With such a dramatic name, it comes almost as a bit of an anti-climax that this particular waterfall is easily reached from the road.  There’s a little roadside parking available at Aisgill cottages, replete with a big dog that barked a lot when I was last there.  If you’re eagle-eyed, you can also spot the fall when you’re on the train, but it is a rather swift and fleeting moment and not to be recommended if you’re wanting a good look at the place.  As far as waterfalls go though, it is small, perfectly formed and worth a visit as part of a longer day’s walking with maybe a trek on the higher tracks on the Lady Ann Way.

Some resources worth checking out

Mallerstang and The Eden Valley

The Ancient Castles Of Mallerstang

Welcome To The Settle Carlisle Railway

Frequently Asked Questions

Where is Mallerstang?

You’ll find the valley of Mallerstang to the south of the market town of Kirkby Stephen on the B6259.

Can I Walk There From Kirkby Stephen?

Absolutely you can although you may wish to consider that it’s a good couple of miles from the town into the head of Mallerstang.  You might wish to consider approaching the valley from Kirkby Stephen railway station.

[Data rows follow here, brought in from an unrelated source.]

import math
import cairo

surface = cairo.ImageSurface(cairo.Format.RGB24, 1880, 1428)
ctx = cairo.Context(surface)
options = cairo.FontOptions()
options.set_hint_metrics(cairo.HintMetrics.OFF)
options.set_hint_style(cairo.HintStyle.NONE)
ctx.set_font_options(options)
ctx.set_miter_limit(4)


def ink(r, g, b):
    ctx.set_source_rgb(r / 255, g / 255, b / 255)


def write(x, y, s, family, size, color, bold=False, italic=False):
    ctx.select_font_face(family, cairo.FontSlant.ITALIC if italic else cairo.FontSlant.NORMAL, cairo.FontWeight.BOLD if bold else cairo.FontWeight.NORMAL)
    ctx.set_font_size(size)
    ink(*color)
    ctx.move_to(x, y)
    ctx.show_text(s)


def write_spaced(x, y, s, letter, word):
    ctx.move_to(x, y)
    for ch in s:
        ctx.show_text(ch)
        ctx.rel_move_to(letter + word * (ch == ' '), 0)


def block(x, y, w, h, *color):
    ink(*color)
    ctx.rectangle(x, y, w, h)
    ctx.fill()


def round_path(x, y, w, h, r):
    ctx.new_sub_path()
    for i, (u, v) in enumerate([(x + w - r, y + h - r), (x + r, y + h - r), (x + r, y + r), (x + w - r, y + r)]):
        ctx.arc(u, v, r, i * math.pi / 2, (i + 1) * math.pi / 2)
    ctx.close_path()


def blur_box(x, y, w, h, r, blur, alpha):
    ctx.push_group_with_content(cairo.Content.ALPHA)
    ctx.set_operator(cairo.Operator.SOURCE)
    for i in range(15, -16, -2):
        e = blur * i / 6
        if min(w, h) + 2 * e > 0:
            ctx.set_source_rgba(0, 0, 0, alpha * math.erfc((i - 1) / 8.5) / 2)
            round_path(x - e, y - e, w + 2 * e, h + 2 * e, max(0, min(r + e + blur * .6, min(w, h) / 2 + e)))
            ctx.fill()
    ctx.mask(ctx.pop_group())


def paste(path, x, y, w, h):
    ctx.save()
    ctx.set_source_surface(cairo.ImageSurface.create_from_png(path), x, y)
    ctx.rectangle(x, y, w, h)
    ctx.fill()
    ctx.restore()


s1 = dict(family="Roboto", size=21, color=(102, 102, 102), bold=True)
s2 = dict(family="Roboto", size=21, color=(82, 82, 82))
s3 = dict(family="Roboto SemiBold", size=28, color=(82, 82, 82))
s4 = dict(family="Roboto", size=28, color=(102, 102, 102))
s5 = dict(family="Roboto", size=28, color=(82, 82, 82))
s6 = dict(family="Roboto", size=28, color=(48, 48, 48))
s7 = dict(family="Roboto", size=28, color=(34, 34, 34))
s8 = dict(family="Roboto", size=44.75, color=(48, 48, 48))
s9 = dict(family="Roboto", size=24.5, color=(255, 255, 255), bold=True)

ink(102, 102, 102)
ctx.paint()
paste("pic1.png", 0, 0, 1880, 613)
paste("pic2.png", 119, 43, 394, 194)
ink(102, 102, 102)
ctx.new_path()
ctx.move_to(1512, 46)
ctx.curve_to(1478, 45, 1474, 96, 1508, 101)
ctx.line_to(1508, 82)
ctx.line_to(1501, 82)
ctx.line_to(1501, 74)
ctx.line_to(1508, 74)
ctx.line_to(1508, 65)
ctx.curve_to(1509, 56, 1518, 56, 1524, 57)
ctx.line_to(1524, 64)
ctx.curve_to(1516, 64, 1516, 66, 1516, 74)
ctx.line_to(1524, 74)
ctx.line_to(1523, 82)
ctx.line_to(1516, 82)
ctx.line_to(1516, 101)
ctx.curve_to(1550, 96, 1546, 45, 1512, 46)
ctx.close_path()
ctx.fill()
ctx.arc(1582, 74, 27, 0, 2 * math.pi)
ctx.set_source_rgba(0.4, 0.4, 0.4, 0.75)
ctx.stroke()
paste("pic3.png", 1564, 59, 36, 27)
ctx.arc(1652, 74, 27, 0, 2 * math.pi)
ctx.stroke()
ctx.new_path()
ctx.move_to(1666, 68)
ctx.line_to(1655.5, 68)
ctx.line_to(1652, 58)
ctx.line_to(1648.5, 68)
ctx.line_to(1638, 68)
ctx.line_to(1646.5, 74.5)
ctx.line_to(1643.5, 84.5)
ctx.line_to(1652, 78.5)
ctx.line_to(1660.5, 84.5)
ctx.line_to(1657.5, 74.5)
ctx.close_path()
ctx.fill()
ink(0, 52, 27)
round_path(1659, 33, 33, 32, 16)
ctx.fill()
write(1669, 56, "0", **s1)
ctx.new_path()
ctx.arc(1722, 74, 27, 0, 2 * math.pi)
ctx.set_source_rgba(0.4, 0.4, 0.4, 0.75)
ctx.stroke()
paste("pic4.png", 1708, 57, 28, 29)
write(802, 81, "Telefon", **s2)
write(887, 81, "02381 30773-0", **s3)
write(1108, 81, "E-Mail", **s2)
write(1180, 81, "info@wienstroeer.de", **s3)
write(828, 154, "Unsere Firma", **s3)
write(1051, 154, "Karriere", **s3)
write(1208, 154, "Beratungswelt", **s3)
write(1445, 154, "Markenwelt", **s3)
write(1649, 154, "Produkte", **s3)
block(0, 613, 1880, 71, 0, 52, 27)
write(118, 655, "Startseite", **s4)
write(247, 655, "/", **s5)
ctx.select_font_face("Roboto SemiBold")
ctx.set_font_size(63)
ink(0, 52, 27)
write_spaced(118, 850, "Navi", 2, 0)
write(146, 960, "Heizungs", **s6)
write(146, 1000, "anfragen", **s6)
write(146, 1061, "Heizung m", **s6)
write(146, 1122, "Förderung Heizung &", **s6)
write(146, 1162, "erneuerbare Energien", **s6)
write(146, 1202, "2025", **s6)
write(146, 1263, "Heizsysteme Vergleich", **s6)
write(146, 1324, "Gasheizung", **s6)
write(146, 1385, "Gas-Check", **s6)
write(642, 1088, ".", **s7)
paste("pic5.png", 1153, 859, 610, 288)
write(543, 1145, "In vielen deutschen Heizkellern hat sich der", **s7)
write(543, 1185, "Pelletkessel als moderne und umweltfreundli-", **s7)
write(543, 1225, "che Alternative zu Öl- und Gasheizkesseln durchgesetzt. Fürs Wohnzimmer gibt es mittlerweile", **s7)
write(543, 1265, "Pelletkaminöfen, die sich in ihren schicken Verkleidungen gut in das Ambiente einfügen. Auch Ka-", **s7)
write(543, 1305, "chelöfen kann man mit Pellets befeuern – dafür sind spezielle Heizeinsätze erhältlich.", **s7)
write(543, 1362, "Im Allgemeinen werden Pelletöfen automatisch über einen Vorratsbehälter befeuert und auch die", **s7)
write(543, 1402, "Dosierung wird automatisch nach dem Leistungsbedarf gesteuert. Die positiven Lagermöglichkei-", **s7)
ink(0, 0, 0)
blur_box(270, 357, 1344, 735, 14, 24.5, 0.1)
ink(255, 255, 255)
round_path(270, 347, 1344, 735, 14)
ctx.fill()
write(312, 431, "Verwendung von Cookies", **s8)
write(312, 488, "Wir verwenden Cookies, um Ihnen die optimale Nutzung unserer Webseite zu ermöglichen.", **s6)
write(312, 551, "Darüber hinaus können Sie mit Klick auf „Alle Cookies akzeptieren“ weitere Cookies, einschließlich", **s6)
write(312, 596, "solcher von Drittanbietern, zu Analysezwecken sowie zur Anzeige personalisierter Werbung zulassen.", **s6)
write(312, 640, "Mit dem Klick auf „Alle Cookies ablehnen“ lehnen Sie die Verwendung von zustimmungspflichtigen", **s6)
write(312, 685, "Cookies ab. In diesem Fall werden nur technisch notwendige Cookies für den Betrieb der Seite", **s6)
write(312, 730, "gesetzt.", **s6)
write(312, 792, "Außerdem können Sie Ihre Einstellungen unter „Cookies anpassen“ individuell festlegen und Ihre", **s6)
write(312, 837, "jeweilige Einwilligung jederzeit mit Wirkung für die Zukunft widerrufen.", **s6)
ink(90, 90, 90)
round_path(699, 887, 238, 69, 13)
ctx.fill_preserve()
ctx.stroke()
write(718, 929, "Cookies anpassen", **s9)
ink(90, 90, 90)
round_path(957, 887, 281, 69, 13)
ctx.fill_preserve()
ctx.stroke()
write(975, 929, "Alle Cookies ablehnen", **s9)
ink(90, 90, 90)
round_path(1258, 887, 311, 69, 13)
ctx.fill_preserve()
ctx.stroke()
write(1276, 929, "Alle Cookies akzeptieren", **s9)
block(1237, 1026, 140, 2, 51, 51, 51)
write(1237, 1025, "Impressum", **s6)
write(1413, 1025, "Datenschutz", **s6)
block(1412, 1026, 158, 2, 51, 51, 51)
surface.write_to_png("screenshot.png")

Is Pendragon Castle Easy To Get To?

In a word, ‘yes.’  It’s set back just off the road and there’s a small rough layby opposite it if you’re in the car.

Is There Parking In Mallerstang?

It’s not an easy place to park up although there are laybys tucked away here and there.  Outhgill is a small village and I suspect parking roadside here would be problematic at best.  If you’re wanting simply to explore the Water Cut then The Thrang offers probably the best parking in the valley although you can also park up at Garsdale just opposite the pub and also across from Pendragon Castle.